HP1079 - HP1079 is annotated as a “hypothetical protein” with a predicted mass of 42.9 kDa, possessing an ATPase domain and observed to interact with urease [25]. In this assay, it was found to be able to bind to nano-particles coated with both ATP and GTP with most efficient capture by GTP-coated nano-particles. However, kcat/Km was found to greater for ATP than GTP by a factor of ∼7.5 (Table 1). Hydrolysis of other nucleotides, CTP, GTP, TTP and ADP, were also studied, but the activity levels were too low to be determined adequately. We further analyzed different divalent metal ions (Mg2+, Cu2+, Co2+, Zn2+, Ca2+, Mn2+ and Ni2+ - 8 mM each) in an ATPase assay to define the cofactor requirement of HP1079. Only Ca2+ was found to affect enzyme activity, but contradictory results were observed with the native protein (slight increase in ATPase activity) and the recombinant protein (inhibition by Ca2+), which require further clarification. With both substrates, HP1079 demonstrated maximum activity at pH from 5.5 to 6.5 (being optimal at pH 6.0), and 45°C (Figure 1). Therefore, the protein HP1079 should be considered as an ATPase/GTPase.
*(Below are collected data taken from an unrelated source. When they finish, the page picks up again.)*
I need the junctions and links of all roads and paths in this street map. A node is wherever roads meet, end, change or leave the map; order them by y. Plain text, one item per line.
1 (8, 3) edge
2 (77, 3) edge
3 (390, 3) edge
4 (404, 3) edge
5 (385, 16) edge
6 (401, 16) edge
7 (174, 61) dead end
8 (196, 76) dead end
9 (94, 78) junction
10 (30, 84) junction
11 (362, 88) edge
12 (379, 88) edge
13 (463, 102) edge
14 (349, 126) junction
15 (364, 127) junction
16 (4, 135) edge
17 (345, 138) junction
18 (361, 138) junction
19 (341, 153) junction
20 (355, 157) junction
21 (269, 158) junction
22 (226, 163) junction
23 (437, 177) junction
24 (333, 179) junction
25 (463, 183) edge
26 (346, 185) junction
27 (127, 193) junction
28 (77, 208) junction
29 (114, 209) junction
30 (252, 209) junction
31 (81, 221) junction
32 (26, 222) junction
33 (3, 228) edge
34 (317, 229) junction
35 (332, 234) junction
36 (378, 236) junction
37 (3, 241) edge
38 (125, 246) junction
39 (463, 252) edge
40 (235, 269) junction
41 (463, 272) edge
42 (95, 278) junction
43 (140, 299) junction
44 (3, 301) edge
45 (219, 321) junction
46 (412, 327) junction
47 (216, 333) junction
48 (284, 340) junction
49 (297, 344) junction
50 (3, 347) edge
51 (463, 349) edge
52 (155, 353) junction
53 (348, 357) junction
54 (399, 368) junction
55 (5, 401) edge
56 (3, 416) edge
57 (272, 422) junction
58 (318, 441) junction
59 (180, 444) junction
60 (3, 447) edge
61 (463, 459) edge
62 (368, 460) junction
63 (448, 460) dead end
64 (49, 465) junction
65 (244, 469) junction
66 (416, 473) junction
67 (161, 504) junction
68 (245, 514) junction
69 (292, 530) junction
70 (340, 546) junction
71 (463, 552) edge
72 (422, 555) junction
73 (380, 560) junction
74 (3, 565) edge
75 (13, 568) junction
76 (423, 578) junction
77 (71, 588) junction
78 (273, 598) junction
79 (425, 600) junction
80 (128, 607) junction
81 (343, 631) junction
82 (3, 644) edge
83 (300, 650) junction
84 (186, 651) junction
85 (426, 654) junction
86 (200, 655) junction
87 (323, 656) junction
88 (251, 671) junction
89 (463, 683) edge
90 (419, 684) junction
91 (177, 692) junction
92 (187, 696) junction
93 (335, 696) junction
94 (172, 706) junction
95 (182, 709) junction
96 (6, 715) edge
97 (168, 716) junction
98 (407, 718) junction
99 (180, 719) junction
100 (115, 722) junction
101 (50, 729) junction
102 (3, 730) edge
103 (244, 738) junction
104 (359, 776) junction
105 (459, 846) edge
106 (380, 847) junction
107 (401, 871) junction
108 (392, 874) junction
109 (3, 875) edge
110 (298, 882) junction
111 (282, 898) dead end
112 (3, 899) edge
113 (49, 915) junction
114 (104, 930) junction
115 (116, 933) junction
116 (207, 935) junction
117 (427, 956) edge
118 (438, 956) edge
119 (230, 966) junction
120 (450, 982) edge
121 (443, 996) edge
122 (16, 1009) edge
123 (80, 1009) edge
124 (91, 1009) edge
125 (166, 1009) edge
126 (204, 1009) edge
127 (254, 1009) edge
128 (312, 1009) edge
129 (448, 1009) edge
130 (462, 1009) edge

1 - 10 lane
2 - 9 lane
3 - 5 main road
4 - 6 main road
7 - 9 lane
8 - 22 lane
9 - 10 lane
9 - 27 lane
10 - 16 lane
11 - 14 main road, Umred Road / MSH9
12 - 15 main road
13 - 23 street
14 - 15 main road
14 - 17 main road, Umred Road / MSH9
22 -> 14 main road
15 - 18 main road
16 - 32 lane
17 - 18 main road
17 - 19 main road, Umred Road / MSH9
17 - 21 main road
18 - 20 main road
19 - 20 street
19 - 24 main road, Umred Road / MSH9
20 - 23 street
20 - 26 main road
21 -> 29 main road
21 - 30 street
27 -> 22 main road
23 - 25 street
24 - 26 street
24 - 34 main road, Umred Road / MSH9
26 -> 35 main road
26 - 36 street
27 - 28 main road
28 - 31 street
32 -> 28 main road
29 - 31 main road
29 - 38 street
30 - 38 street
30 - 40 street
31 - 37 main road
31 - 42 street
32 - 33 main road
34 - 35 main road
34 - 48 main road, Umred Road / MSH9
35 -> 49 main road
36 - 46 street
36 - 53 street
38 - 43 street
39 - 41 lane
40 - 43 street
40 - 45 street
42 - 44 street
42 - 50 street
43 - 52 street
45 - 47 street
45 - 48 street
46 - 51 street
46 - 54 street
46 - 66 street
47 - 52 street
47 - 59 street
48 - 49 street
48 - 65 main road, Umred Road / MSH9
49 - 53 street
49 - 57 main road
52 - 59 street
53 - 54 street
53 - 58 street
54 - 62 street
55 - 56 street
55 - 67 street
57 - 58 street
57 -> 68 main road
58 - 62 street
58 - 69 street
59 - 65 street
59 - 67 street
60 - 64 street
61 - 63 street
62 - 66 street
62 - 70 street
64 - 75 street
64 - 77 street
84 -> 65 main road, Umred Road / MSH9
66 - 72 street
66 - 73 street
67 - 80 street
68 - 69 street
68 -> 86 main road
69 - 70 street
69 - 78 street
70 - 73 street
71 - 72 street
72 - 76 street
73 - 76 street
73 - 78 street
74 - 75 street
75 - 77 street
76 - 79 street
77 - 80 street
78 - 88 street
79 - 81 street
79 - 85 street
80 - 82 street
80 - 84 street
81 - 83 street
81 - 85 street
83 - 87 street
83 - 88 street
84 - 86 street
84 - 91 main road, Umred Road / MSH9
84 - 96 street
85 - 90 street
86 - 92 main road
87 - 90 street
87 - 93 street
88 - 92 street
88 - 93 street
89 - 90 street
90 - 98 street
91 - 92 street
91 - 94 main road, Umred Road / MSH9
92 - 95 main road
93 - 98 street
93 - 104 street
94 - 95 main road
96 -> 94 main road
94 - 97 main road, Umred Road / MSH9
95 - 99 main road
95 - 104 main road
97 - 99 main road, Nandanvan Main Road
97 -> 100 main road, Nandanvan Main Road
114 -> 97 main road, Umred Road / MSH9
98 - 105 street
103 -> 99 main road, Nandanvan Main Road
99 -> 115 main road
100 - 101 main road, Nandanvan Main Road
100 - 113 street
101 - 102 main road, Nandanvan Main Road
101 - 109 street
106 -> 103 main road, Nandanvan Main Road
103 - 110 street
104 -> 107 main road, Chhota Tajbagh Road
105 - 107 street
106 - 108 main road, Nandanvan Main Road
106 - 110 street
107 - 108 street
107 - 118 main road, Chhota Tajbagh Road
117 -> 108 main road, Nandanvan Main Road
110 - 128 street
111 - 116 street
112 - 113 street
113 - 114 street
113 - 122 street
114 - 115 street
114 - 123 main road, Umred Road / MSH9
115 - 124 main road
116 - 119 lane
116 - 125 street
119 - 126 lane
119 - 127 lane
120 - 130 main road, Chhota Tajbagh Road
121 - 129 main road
HP0267 - HP0267 is annotated as a “chlorohydrolase” with a predicted mass of 45.5 kDa, and a protein domain Amidohydro_1 from the amidohydrolase family. HP0627 protein was isolated using nano-particles coated with adenine. The native protein was tested for its ability to hydrolyze adenine and a chloro- derivative, 6-chloroadenine, as well as adenosine (Table 1). The protein did show a high affinity (Km of 0.32±0.19 mM) and activity (kcat of 1101±151 min−1) for adenosine. A very weak activity with adenine was detected, and a reduction in the catalytic efficiency with this substrate was mainly due to a 2330-fold reduction in the kcat as compared to adenosine. No activity toward chloroadenine was observed. Optimal activity with adenosine was observed around 45°C and pH 7.5, making it the only protein of the group tested to show greatest activity at neutral or alkaline conditions (retaining > 70% maximum activity at pH 9.0, but with only 6% activity at pH 4.5). However, for the purified recombinant protein, biochemical activity was only observed using adenosine as a substrate, but not for adenine. This was observed using two different assay methods, both of which produced reasonable Km and Kcat values when compared to other characterized enzymes (Table 1) [26]. However, the ratio Kcat/Km is lower for the recombinant protein than previous observations. While the precise reasons for the differences in activity are unclear, there does appear to be slight differences in the catalytic ability of the native and recombinant proteins, even after confirmation of the cloned sequence, and they are currently being investigated. We tentatively suggest that HP0267 be considered as an “adenosine deaminase” (EC, with slight ability to hydrolyze adenine (EC - and see Discussion).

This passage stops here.